ここはやはりSVBONY SV305のモノクロ版に期待が集まります(19.800円を希望!)

SV305といえば、これのフィルターレス改造をおこなった智志さんが、近赤外利用をおこなっています。M65、66(会議中には間に合わなかったので、あとでTwitterにアップされていたものを転載しました)
satoshi
(Kenko New Sky Explorer SE 150N サイトロンジャパン IR640 Pro AstroStreet GSO 0.5x フォーカルレデューサー SVBONY SV305(フィルターレス改造) Sky-Watcher AZ-GTi (赤道儀モード) DeepSkyStacker Lightroom (スマホ版) ほか Gain=30.0で30s×95枚スタック 総露出時間 47.5分 自宅2階ベランダにて撮影)
星像が暴れまくっていたそうで星が点におさまらなかったものの、ローコストの(しかもモノクロではなくカラー)CMOSカメラでも、工夫次第で近赤外利用が十分なパフォーマンスを発揮する可能性を提起してくれています!

さて、自称「初心者」(笑)のタカsiさんも最近、光害地での近赤外利用による銀河の撮影を始められ「赤外には期待しかない」とおっしゃっていました。
c11にスターリゾナー0.72×レデューサー、 アストロノミック642フィルターによるM81、まずは一枚画像。
takasi 1mai
この時点で解像度が半端ないのですが、これをスタックしたもの(何枚だったかは聞き逃しました)は・・・・
takasi stakku
このような超ド級の仕上がり! 現在アマチュアが実現できる最強レベルの解像度を実現していると拝見しました。しかも、これが18.37SQMの光害地からの撮影ですからなおさらです。
(ちなみに、副鏡が補正板で保持されているC11では本来は出ないはずのスパイク光条がありますが、これは「あえて」取り付けられた疑似スパイダーによるもの。L画像として、ミューロン等の光条が出る鏡筒で撮影された画像と合わせる上での必要性からこうされているそうです)

この他にも近赤外による素晴らしい銀河の画像を多数見せてくださっています。
takasi
さて、RASA8で広視界撮影をされていたRYOさんもASI462[MCで近赤外による銀河撮影に参入!
RYO 満月
しかも、これは満月の条件によるものです。我々は近赤外利用によってついに月齢の壁も克服した、ということが言えますね!

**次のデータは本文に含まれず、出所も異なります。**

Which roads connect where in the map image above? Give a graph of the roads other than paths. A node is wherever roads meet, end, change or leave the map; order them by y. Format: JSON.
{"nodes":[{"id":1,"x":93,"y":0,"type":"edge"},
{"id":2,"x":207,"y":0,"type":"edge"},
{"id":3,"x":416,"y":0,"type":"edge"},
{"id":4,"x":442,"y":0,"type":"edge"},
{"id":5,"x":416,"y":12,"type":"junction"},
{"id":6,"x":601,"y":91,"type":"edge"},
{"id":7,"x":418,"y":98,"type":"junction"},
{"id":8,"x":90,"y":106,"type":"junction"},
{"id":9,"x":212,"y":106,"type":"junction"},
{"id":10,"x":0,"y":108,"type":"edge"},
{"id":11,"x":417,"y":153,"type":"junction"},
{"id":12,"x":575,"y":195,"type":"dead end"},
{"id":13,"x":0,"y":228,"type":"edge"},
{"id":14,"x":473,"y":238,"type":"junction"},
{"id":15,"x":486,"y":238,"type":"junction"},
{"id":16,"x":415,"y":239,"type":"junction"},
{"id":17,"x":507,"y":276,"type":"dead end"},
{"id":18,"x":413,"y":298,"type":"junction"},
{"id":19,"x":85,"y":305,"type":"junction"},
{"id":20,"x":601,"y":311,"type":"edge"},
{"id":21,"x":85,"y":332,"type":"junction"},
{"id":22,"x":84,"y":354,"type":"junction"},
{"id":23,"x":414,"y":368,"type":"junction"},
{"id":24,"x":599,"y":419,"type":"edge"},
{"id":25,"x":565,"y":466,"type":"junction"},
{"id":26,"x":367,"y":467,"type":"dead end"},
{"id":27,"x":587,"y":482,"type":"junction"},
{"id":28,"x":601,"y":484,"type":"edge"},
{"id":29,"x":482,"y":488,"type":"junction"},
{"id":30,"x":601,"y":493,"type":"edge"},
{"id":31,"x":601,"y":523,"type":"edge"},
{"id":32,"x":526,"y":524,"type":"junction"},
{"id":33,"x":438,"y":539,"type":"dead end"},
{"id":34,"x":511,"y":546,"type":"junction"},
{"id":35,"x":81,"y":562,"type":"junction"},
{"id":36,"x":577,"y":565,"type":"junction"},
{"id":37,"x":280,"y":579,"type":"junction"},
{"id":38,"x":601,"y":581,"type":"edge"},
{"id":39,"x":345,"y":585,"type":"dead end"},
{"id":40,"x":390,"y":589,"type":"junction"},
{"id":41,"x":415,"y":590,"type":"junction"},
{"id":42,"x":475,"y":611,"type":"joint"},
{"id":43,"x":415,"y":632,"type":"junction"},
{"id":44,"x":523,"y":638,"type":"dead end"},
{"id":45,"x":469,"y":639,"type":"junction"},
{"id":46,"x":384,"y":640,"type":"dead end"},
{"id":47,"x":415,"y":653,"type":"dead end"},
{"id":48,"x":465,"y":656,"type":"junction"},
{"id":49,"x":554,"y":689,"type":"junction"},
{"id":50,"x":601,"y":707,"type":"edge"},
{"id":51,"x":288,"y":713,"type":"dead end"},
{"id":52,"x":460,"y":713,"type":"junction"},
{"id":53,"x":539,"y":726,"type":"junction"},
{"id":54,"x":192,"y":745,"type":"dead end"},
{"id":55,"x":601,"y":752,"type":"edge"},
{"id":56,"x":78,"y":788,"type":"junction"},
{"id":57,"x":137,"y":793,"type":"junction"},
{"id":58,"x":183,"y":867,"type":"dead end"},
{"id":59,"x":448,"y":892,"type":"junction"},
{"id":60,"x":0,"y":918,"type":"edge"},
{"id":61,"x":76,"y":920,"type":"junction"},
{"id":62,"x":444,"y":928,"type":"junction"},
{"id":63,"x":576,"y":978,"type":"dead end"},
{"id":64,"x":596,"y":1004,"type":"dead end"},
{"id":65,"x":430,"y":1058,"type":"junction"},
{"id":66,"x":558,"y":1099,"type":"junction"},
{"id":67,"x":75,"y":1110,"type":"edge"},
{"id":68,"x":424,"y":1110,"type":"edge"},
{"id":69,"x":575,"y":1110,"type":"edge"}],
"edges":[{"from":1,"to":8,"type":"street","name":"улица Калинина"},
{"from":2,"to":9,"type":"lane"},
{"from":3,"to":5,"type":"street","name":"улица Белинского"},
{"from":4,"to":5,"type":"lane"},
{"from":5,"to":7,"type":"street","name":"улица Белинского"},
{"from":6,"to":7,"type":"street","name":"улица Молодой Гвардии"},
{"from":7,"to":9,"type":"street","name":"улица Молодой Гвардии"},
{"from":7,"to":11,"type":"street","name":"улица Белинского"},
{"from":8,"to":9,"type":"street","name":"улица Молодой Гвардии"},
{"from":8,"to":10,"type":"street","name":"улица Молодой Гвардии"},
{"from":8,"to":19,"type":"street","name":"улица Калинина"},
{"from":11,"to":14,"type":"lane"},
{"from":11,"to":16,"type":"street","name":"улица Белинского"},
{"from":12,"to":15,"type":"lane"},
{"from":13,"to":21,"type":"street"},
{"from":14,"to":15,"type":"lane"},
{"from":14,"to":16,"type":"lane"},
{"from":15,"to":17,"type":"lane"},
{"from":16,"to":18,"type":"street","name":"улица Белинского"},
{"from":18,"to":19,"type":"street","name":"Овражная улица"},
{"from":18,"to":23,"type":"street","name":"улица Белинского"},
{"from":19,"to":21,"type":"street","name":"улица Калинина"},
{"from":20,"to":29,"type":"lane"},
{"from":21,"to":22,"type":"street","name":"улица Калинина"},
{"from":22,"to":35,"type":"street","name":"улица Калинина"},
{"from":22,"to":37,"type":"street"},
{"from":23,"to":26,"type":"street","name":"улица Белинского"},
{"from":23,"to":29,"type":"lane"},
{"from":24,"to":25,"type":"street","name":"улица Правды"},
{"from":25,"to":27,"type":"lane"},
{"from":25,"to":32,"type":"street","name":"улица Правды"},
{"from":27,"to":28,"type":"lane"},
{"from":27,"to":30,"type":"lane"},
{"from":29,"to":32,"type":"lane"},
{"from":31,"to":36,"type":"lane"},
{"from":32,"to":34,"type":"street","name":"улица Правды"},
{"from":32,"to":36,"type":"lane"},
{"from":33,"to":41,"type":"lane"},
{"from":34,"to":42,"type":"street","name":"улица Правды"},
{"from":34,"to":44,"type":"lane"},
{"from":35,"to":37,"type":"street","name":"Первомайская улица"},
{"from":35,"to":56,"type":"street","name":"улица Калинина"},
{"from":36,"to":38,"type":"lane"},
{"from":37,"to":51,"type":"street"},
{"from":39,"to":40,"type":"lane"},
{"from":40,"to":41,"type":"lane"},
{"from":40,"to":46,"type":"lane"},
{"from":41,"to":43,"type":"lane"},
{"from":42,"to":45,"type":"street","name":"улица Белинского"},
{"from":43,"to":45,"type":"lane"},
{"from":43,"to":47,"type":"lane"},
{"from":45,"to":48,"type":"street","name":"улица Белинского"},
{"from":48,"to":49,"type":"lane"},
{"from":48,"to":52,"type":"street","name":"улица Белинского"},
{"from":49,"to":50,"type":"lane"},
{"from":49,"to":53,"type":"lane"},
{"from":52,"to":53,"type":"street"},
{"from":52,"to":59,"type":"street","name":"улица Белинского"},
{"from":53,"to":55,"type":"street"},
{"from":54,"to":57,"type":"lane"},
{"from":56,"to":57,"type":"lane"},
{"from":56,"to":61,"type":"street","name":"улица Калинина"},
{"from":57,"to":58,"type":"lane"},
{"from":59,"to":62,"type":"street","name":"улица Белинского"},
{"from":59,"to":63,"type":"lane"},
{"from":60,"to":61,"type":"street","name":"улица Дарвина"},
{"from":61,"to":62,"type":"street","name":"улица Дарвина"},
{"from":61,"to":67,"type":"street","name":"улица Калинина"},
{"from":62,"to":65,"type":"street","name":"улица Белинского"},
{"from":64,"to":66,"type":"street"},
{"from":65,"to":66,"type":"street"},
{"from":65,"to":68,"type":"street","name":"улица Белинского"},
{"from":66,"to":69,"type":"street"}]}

しかしそれは、満月時に休めなくなり「一月を通じての稼働」が強いられるようになった両刃の剣でもあります(笑)。

このように従来では考えられなかった状況へと大きく変わってきたのは、何といってもCMOSカメラが小さくて軽く、高感度・高画質になったということに尽きます。このカメラの性能向上によって運用する鏡筒・架台の最適解も変遷していき、今後目が離せない展開になっていくだろう、という結論で会議は終了いたしました!

さて、月例開催をおこなってきましたWeb会議「オープン双天会」ですが、今回を持って最終回、今後は近赤外利用をトピックの中心とする「赤外探偵団」的な集まりとして随時開催いたします。

例えば、超高感度で赤外感度が高い「IMX482センサー」搭載カメラが発売された、等のブレークスルー(これが出れば一挙に機材の小型化が実現するくらいの大事件)が起これば、「緊急討論会」的に対応策を協議するべく招集する可能性がありますので、その際はお集まりいただけるとうれしいです!